Unlike Laxman, who was thrust to the opener’s position for three years from 1997, successive team managements have worked overtime to create space for Rahul. He started off in the middle order in Melbourne against Australia, opened in the next Test in Sydney when he made a sparkling century, continued in that position for a good nine years – around the large pockets when either injuries or lack of form relegated him to the sidelines – and now seems to have found his calling in the middle order, where he was tried out in an almost last throw of the dice in South Africa last December.
In his limited time at the No. 6 position, Rahul has been a revelation. On a spiteful surface in Centurion in his first innings back in the middle order, the classy right-hander made a marvellous 101 – Virat Kohli’s 38 was the next highest score – in India’s 245 all out. Two Tests later, against England in Hyderabad, he waltzed to 86 of the best until a hamstring strain kept him out of the last four Tests.
On his comeback last month against Bangladesh, Rahul showed why he is rated so highly, and therefore why he so frustrates when he chooses to shackle himself mentally, with uninhibited shot-making when India were pressing for a declaration (Chennai) and looking to make up for lost time with a frenetic batting approach (Kanpur) in the two Tests. Kanpur was especially mesmeric, 68 flowing off his bat in a mere 43 deliveries. It was the best of Rahul.
Axe hangs over Rahul’s head for India vs New Zealand 2nd Test
And yet here we are, two innings later, wondering whether he will, or should, feature in the playing XI in Pune, where India take on New Zealand in a must-win second Test from Thursday.
Shubman Gill, him of three centuries in his last six Tests, missed the Bengaluru defeat to the Kiwis with a stiff neck. Replacement batter Sarfaraz Khan made the most of own good fortune with a delectable 150, which makes it near impossible to drop him now that Gill is fully fit. To accommodate both Sarfaraz and Gill and stick with their five-bowler formula which has worked beautifully in the last few years, a batter from the Bengaluru Test must make way. Ergo Rahul and the predicted axe.
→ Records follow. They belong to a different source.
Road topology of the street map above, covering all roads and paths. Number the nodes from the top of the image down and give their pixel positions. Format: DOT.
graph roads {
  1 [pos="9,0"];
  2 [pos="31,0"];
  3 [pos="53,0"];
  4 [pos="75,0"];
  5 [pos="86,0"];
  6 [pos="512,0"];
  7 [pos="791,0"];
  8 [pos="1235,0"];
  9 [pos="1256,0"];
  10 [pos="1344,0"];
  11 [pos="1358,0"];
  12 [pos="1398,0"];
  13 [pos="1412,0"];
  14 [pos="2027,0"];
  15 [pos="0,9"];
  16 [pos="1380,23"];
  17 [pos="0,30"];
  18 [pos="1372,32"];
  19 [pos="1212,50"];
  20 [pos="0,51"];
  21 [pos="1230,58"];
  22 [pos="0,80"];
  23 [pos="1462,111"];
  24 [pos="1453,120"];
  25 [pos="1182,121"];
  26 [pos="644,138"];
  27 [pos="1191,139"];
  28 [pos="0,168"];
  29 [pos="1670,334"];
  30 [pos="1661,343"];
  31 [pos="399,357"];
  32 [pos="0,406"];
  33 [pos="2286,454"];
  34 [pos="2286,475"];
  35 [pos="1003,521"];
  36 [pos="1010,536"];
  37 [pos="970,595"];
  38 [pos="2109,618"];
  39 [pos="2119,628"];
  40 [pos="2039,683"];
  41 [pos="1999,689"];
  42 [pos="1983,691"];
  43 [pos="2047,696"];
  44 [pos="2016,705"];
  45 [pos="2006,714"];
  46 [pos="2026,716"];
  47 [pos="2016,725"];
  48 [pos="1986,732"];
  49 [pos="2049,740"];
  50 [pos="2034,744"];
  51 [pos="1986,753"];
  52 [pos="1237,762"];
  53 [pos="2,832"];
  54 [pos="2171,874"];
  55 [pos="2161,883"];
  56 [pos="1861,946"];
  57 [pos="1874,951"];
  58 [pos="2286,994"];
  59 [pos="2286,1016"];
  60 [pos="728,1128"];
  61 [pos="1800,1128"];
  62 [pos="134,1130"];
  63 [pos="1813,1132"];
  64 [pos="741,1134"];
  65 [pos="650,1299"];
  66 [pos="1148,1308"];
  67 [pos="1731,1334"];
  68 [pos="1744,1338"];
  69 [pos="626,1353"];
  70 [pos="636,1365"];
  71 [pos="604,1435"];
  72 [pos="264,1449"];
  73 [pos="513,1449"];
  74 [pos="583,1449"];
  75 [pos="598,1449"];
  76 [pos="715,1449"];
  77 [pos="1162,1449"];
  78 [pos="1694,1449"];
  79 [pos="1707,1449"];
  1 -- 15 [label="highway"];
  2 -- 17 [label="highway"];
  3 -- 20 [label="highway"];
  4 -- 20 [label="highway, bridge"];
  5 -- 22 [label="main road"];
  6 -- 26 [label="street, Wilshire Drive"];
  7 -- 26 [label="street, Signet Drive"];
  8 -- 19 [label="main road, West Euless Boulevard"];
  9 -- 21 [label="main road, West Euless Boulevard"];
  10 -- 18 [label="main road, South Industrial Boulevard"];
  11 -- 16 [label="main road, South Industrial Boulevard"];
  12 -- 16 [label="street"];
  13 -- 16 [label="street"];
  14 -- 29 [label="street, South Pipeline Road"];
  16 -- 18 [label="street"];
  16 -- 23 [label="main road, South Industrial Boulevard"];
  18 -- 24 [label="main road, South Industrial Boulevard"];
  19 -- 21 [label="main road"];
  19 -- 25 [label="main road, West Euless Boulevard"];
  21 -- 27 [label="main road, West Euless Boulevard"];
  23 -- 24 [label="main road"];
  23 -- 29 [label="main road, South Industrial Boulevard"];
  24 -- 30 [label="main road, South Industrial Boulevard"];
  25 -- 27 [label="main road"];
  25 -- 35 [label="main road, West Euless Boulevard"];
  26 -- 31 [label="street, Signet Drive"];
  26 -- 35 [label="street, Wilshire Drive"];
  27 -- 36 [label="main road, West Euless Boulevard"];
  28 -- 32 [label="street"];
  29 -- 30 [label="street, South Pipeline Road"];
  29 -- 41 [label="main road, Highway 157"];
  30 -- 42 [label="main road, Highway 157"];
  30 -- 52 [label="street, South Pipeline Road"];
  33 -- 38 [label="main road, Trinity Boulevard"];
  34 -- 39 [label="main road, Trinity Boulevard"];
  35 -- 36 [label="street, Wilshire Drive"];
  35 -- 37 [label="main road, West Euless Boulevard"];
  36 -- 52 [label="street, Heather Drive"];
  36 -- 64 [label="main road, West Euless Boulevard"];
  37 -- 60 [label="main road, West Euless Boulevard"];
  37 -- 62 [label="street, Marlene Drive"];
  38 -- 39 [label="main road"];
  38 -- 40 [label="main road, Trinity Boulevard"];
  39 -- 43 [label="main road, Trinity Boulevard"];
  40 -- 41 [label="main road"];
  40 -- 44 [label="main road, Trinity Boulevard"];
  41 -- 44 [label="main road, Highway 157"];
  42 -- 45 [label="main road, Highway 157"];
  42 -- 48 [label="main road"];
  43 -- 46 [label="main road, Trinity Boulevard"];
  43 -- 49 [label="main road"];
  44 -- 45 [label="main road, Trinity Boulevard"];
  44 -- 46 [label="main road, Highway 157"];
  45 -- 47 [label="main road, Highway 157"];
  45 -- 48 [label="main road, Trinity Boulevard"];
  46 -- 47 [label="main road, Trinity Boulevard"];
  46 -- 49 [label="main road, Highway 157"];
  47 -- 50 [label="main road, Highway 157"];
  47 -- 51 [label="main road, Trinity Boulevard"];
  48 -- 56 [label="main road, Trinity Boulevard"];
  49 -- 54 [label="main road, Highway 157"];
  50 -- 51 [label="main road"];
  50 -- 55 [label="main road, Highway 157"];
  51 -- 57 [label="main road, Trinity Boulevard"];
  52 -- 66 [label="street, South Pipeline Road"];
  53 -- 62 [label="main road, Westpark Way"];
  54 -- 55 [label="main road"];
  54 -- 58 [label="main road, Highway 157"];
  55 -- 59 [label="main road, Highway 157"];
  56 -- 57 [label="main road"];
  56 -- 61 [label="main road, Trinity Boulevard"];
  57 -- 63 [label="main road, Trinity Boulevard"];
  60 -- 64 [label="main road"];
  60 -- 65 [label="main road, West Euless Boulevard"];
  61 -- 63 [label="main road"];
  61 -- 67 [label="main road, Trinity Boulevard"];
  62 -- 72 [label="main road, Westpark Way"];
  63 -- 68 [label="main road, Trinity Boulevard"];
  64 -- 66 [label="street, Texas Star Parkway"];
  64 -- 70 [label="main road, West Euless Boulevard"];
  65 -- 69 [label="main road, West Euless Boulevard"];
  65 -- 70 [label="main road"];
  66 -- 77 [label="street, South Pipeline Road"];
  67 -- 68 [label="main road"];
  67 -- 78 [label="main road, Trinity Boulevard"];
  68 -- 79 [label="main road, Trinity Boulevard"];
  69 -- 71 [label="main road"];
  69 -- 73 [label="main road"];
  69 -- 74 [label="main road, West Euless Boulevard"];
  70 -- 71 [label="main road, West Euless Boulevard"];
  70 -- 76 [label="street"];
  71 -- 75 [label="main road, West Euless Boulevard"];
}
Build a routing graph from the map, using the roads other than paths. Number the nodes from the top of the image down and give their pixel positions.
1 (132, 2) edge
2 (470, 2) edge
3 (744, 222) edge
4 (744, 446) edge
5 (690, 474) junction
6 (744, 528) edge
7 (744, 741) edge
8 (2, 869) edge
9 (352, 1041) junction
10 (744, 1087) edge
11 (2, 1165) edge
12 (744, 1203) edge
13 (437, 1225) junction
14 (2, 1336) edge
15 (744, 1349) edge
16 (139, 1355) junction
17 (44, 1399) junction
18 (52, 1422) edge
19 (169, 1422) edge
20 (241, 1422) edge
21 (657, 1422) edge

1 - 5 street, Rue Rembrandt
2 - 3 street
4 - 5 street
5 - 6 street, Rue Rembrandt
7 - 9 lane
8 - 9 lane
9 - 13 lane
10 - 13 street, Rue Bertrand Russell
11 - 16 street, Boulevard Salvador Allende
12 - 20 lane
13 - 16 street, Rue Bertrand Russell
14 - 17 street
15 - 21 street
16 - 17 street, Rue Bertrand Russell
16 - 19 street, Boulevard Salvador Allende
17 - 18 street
One of the few men to have led India in all three formats internationally, Rahul didn’t help his cause with scores of 0 and 12 at his home ground, the M Chinnaswamy Stadium. In the first innings, he was strangled down leg-side by William O’Rourke while in the second, he received a peach from the same paceman operating with the second new ball and was again caught behind. Rahul was one of 11 failures in India’s first-innings 46 and one of seven wickets to fall in 93 deliveries to the second new cherry, but failures past and the logjam created by Gill’s availability have combined to identify him as the most susceptible to the axe.
It’s a cross impossible to bear, but also impossible to ignore just because it is so heavy, so overarching. Rahul is beyond gifted and makes batting appear oh-so-simple, but his struggles to embrace sustained run-making can’t be wished away. He is the eternal team man, much like his celebrated namesake also from Karnataka – both kept wickets admirably in 50-over World Cups 21 years apart, both made attractive and impactful runs during the tournament and both tasted bitter defeat at the hands of Australia in the final – but ‘eternal team man’ can sometimes be an euphemism for the ‘most dispensable’ and Rahul can be excused for thinking that those two lines have blurred beyond repair. Of course, if he is brutally honest to himself, he will acknowledge at least to himself that he too must bear culpability for the blurring of the lines.